When last I looked, before being interrupted by a planet-shifting major earthquake-tsunami-nuclear disaster in Japan, Middle America was protesting on the streets of Wisconsin, Michigan, Illinois and Ohio.
In Lawrence O’Donnell’s interview on March 10, 2011 with former Clinton Labor Secretary Robert Reich and columnist Howard Fineman of the Huffington Post he asked both what they thought was the meaning behind Republican governors’ moves against unions. Both said the day Wisconsin Senate Republicans stripped their union-busting bill of budget provisions and voted to neuter collective bargaining rights of Wisconsin’s public workers, they sent a signal from the national Republican party fulfilling one of the goals of their leadership.
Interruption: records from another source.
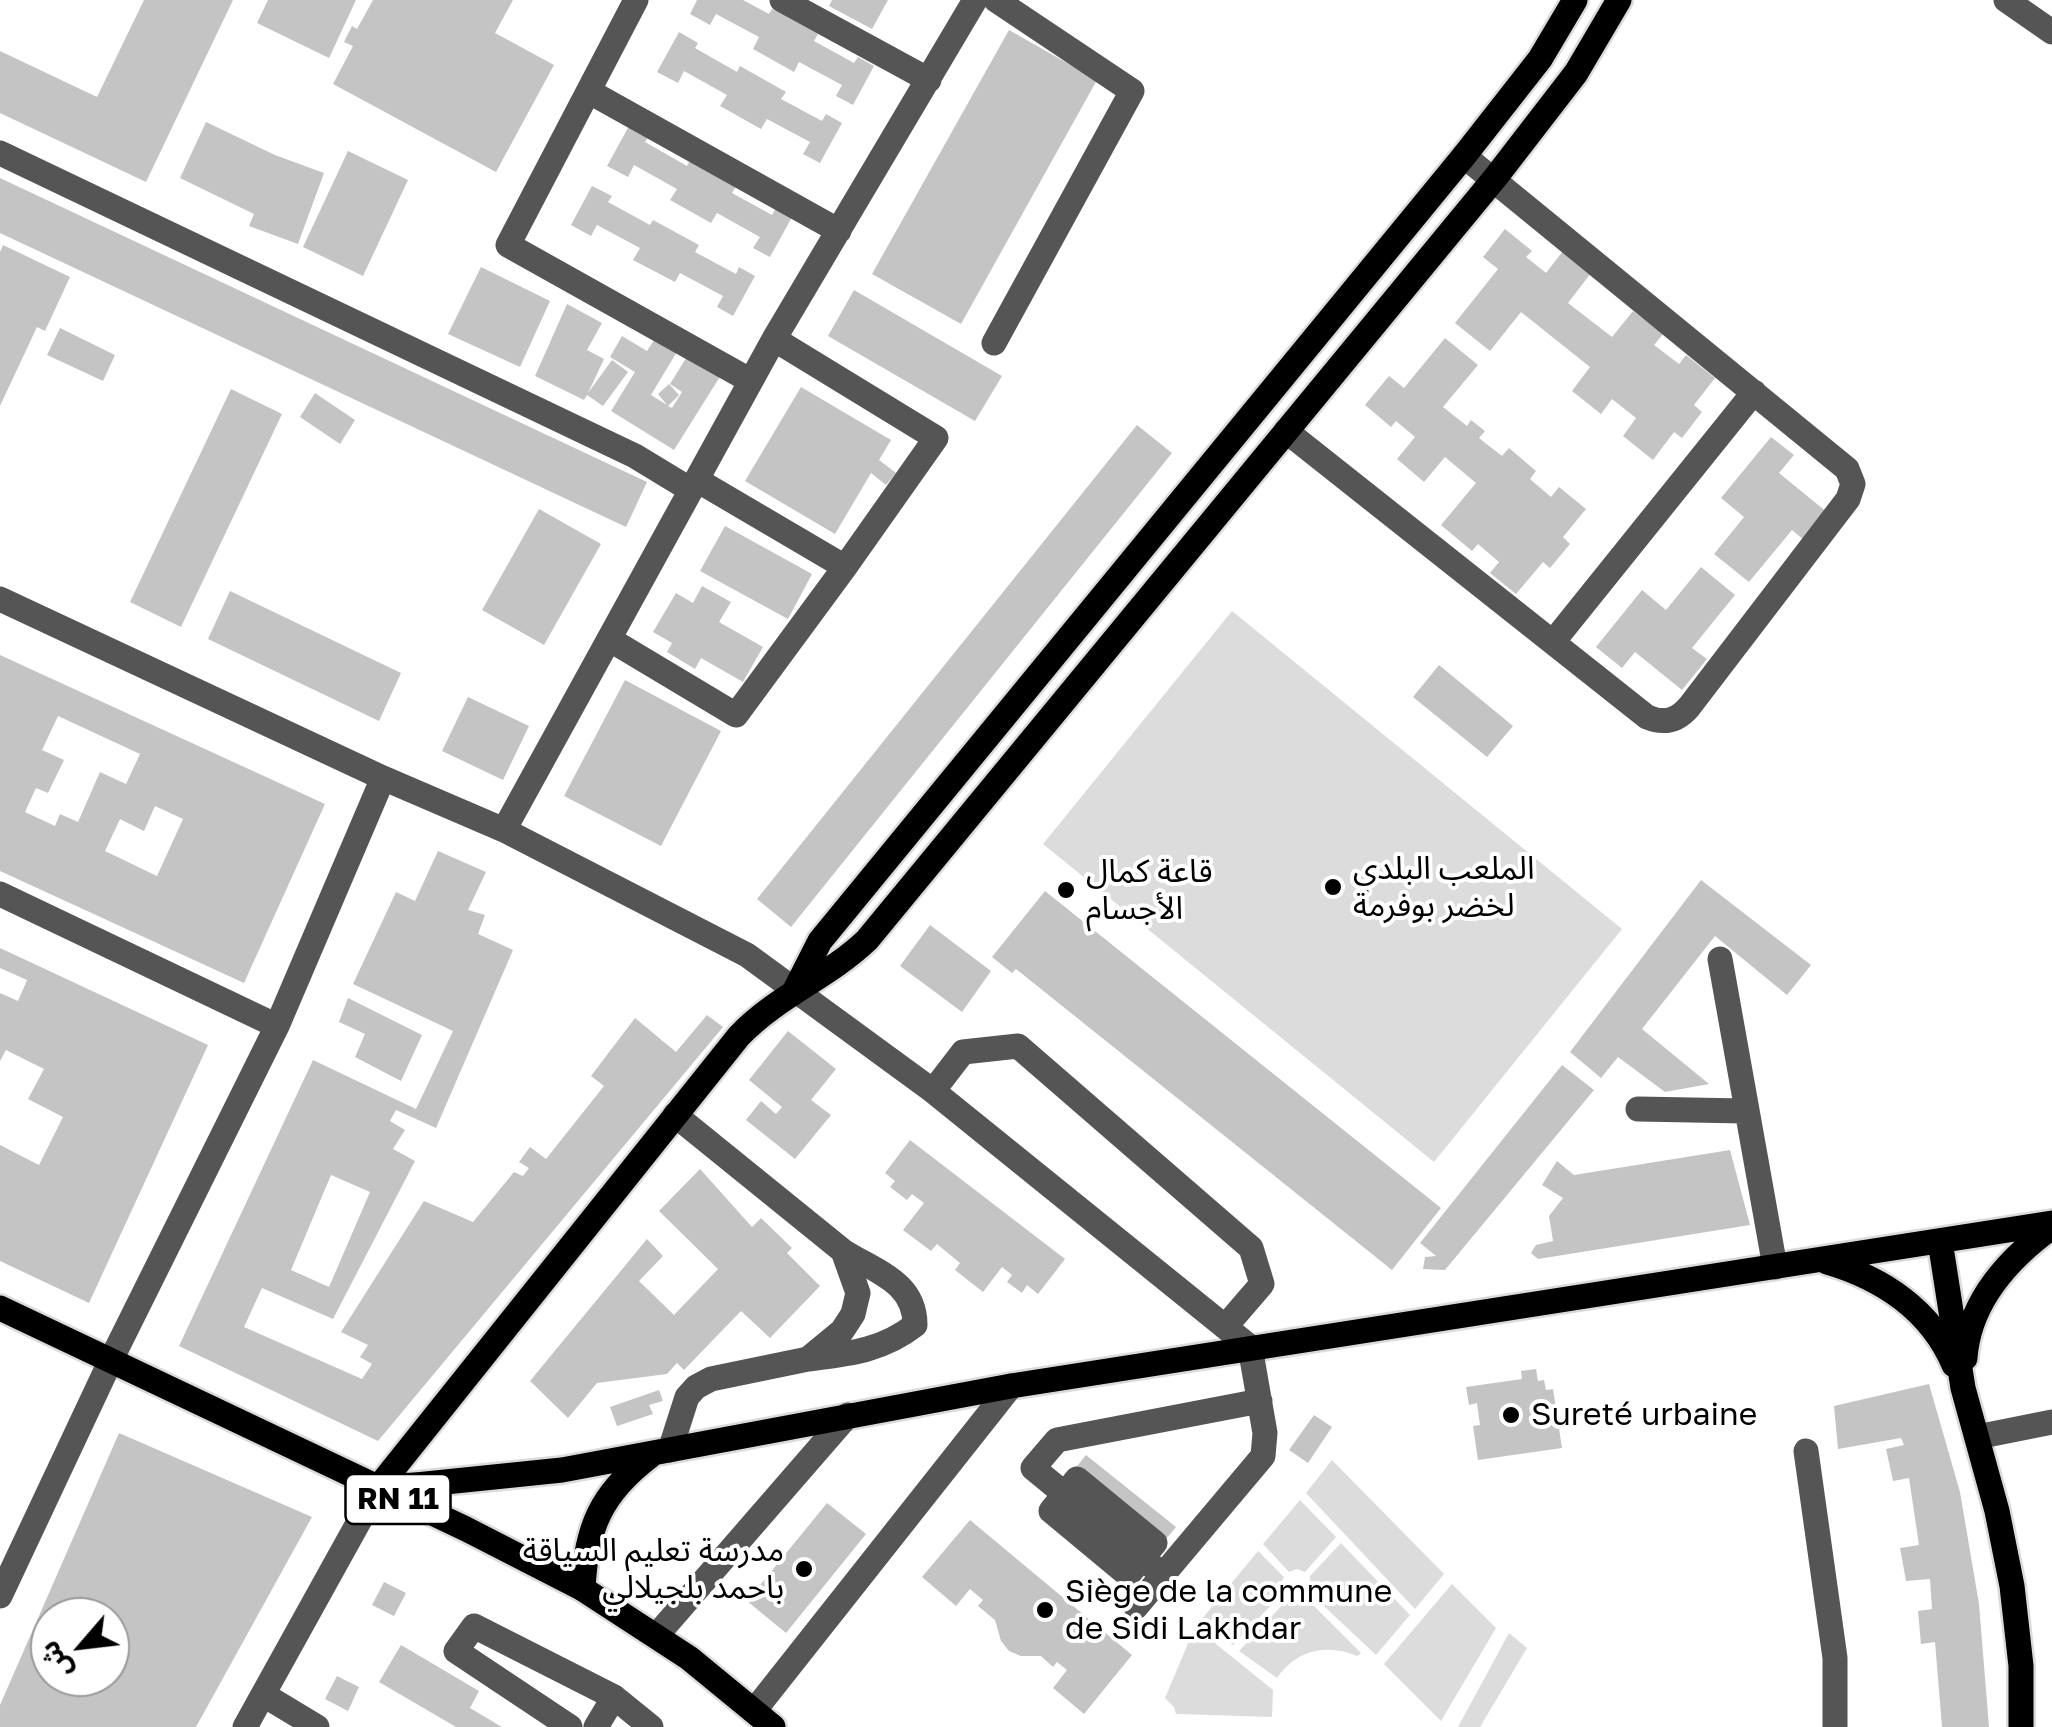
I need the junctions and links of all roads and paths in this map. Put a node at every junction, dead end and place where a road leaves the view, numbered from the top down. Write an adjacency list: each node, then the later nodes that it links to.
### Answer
1 (636, 0): 10 (street)
2 (782, 0): 9 (street)
3 (976, 0): 9 (street)
4 (996, 0): 16 (street)
5 (1575, 0): 12 (main road)
6 (1619, 0): 13 (main road)
7 (2006, 0): 8 (street)
8 (2052, 32)
9 (929, 80): 14 (street)
10 (590, 92): 14 (street); 17 (street)
11 (0, 153): 20 (street)
12 (1464, 156): 13 (street); 29 (main road)
13 (1495, 178): 18 (street); 19 (main road)
14 (839, 231): 15 (street)
15 (774, 340): 17 (street); 21 (street)
16 (994, 343)
17 (752, 381): 20 (street)
18 (1754, 392): 24 (street); 24 (street)
19 (1286, 432): 24 (street); 29 (main road)
20 (694, 485): 21 (street); 23 (street)
21 (845, 567): 23 (street)
22 (0, 600): 25 (street)
23 (609, 639): 26 (street)
24 (1553, 642)
25 (383, 778): 26 (street); 30 (street)
26 (504, 830): 29 (street)
27 (0, 894): 30 (street)
28 (1720, 959): 33 (street)
29 (796, 988): 31 (street); 34 (main road)
30 (277, 1026): 44 (street)
31 (934, 1091): 41 (street); 41 (street)
32 (1638, 1110): 33 (street)
33 (1744, 1111): 39 (street)
34 (675, 1116): 37 (street); 53 (main road)
35 (2052, 1225): 36 (main road); 46 (main road)
36 (1940, 1241): 38 (main road); 46 (main road)
37 (843, 1251): 43 (street); 43 (street)
38 (1821, 1260): 39 (main road); 46 (main road)
39 (1775, 1268): 42 (main road)
40 (0, 1308): 44 (main road, RN 11)
41 (1226, 1327): 42 (street)
42 (1250, 1347): 45 (main road); 47 (street)
43 (808, 1359): 51 (street)
44 (110, 1362): 53 (main road, RN 11); 58 (street)
45 (1011, 1386): 48 (main road); 63 (street)
46 (1963, 1388): 50 (main road)
47 (1260, 1401): 54 (street); 56 (street)
48 (848, 1414): 51 (main road); 60 (street)
49 (2052, 1422): 50 (street)
50 (1976, 1437): 70 (main road)
51 (662, 1451): 53 (main road); 57 (main road)
52 (1806, 1452): 69 (street)
53 (377, 1489): 57 (main road, RN 11); 61 (street)
54 (1065, 1494): 55 (street); 55 (street)
55 (1142, 1558): 56 (street)
56 (1163, 1575): 59 (street)
57 (583, 1589): 60 (main road, RN 11)
58 (0, 1596)
59 (1136, 1607)
60 (657, 1635): 63 (main road, RN 11)
61 (264, 1695): 64 (street); 65 (street)
62 (614, 1697): 66 (street); 67 (street); 68 (street)
63 (763, 1719)
64 (245, 1727)
65 (317, 1727)
66 (570, 1727)
67 (596, 1727)
68 (651, 1727)
69 (1835, 1727)
70 (2021, 1727)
This was, as Rachel Maddow aptly described, a mission to destroy a principle Democratic-leaning money base — the unions — ultimately destroying the Democratic Party.
This move is a deliberate attempt planned to incense unions and workers enough to overreact, to make them appear radical to moderates, independents and swing voters, with Democrats paying the price in the end game — the 2012 general election.
Politics is a matter of framing the debate, and a means to sell your ideas — exactly like advertising. If your product A is the same as product B, one way you sell it is through negative advertising: ‘better than the leading detergent in getting out grass stains’. ‘Radical’ is not an apology or an admission of a crime. It is a label to sell, used to define the extremity of opinion, perspective, gender or political belief, ostracizing the radical from the rest of the community. The Other.